### Landmark coordinate records
Segment Open
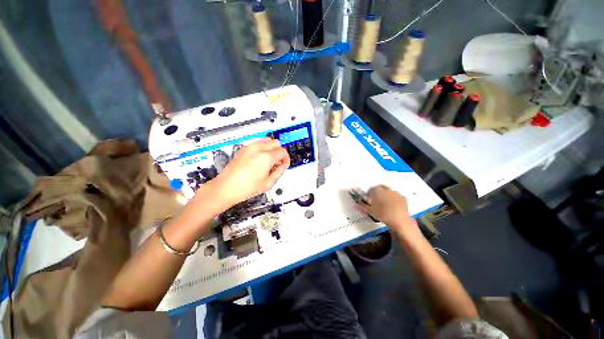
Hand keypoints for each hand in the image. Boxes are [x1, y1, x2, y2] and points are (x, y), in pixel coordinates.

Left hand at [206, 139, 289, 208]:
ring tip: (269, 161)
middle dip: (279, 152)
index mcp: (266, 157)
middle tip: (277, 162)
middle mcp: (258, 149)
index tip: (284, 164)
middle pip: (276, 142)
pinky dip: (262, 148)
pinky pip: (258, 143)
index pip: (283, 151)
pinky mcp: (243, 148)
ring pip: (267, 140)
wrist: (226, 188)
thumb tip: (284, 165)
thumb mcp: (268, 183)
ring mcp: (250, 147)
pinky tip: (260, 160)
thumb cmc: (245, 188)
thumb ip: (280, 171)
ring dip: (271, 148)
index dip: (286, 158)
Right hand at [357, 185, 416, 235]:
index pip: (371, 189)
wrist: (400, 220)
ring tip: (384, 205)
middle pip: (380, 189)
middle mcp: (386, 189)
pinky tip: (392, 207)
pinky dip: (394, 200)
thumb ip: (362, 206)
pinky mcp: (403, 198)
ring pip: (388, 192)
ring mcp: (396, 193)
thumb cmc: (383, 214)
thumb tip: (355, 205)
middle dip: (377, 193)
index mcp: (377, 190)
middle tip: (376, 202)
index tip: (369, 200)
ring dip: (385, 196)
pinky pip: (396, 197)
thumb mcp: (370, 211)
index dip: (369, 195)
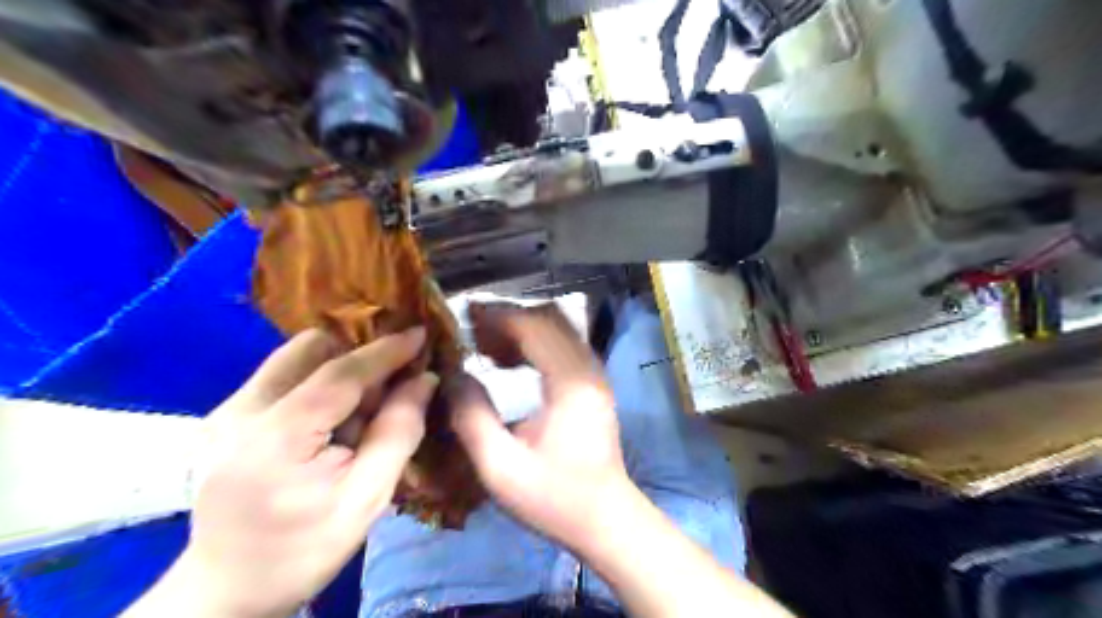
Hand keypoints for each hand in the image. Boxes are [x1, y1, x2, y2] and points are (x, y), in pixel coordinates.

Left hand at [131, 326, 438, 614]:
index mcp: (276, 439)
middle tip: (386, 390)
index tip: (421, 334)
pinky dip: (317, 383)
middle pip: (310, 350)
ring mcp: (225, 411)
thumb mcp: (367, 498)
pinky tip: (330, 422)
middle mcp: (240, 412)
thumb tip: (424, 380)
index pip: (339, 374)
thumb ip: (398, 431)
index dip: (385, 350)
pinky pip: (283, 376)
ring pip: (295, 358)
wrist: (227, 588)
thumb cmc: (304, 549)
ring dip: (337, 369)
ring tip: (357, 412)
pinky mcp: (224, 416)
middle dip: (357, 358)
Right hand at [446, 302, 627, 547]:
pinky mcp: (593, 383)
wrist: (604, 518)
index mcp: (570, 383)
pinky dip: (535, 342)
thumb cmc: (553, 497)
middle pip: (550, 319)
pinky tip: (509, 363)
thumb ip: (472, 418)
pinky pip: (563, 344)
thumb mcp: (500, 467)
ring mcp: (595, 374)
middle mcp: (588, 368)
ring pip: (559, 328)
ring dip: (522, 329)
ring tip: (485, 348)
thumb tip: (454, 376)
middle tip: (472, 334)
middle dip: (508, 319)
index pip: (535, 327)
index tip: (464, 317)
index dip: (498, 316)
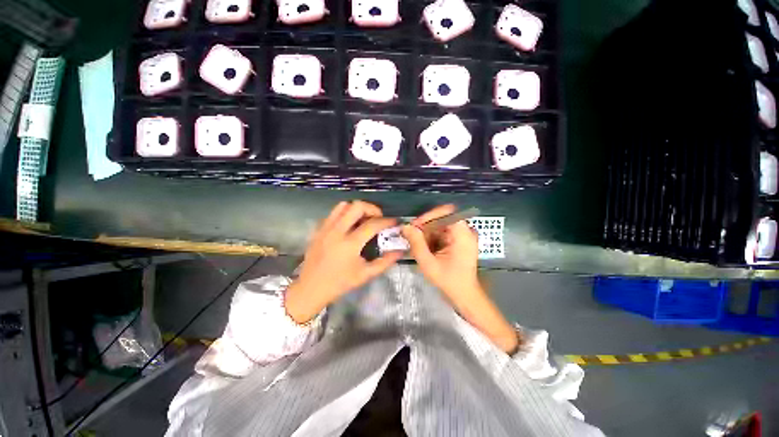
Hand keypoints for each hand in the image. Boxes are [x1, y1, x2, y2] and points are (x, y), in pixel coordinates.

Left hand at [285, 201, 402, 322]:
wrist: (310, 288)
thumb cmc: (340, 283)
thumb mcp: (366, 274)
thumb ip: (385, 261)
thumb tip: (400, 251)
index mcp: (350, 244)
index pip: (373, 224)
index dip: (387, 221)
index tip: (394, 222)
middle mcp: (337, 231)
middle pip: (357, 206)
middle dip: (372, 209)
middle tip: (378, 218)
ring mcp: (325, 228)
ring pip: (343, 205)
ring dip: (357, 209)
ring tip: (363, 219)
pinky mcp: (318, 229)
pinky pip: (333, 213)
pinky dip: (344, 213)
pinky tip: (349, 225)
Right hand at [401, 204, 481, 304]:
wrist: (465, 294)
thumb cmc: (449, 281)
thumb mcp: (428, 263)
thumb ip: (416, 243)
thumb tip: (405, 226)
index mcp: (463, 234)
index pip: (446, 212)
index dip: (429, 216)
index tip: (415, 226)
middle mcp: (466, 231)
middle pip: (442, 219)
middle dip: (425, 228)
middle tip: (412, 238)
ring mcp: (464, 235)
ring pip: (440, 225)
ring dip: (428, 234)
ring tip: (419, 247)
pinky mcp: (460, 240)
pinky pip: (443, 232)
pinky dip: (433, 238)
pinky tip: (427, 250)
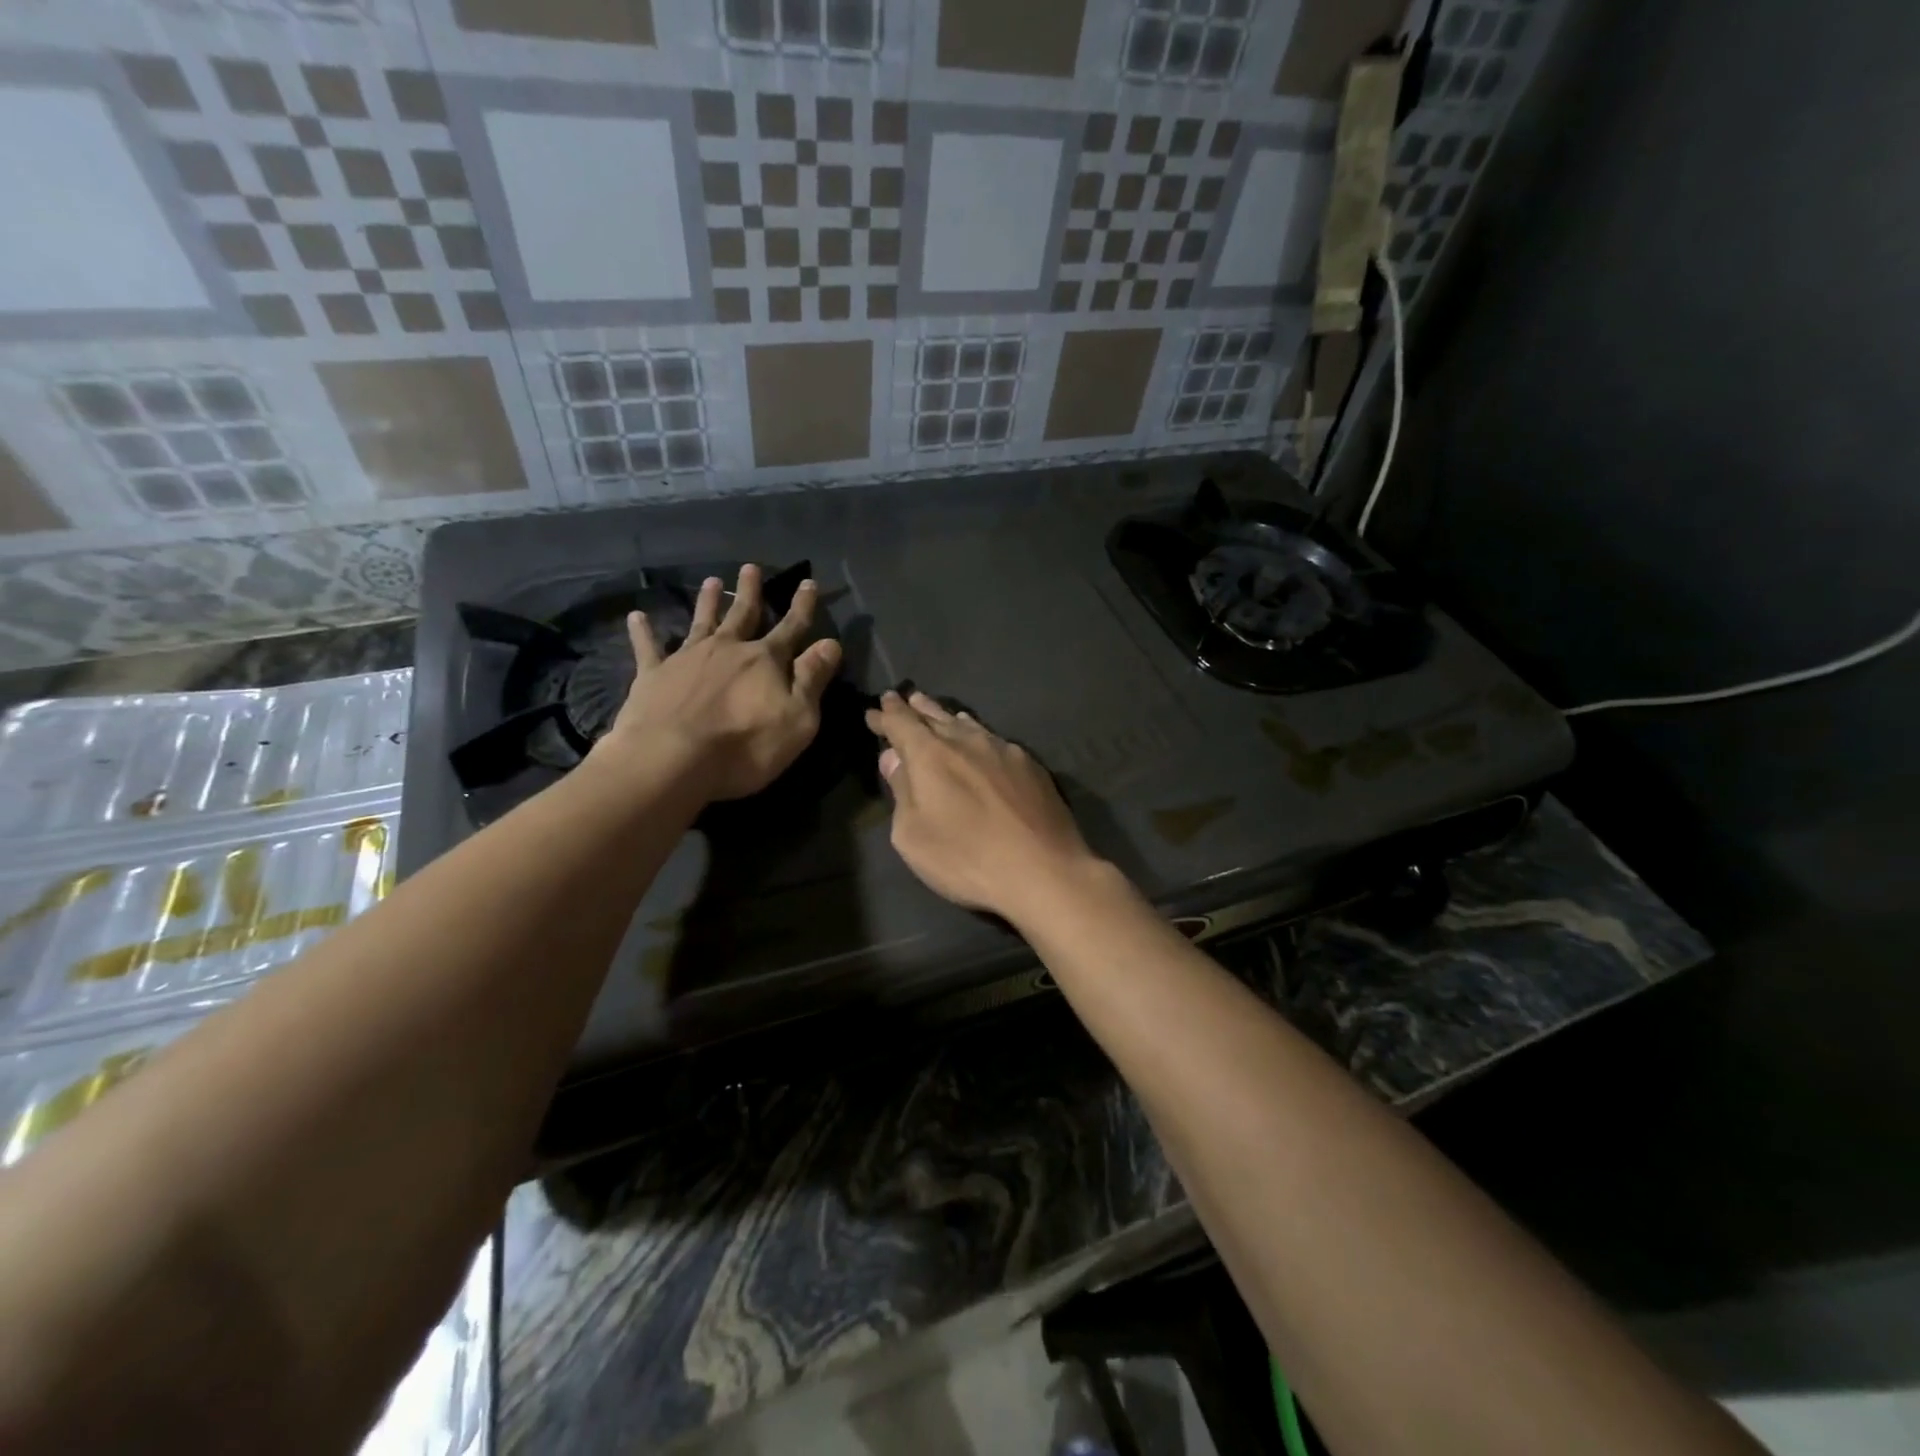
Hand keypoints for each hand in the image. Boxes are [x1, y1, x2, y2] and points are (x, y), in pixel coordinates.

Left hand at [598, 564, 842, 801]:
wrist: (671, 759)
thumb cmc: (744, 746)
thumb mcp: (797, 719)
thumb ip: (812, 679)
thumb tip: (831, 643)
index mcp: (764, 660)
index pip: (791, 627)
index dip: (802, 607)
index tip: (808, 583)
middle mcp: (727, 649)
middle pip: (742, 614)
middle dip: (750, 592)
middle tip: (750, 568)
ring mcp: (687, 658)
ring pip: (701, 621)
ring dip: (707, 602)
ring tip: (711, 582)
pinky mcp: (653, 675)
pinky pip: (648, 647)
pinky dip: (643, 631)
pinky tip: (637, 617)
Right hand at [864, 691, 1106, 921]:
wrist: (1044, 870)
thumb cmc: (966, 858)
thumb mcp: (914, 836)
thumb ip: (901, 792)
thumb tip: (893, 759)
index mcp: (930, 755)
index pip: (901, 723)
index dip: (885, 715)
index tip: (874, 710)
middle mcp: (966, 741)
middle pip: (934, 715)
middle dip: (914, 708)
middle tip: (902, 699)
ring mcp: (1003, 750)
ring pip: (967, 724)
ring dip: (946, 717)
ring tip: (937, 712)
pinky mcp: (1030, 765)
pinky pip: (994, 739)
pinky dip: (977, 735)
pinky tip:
Segment Closed
### Required work
Output the lines above exactly, but only those between the line holding "thumb cmc: (245, 188)" and the line holding "index dip: (369, 195)", inclusive.

### Answer area
thumb cmc: (245, 188)
thumb ip: (280, 171)
ring dip: (271, 148)
index dip: (286, 158)
Right hand at [357, 185, 416, 235]:
index pip: (371, 189)
wrist: (400, 220)
ring tip: (384, 205)
middle pip: (380, 189)
middle mcp: (386, 189)
pinky tip: (392, 207)
pinky dip: (394, 200)
thumb ip: (362, 206)
pinky mcp: (403, 198)
ring pip: (388, 192)
ring mcp: (396, 193)
thumb cmc: (383, 214)
thumb tip: (355, 205)
middle dip: (377, 193)
index mcp: (377, 190)
middle tip: (376, 202)
index tip: (369, 200)
ring dip: (385, 196)
pinky pip: (396, 197)
thumb mcp: (370, 211)
index dip: (369, 195)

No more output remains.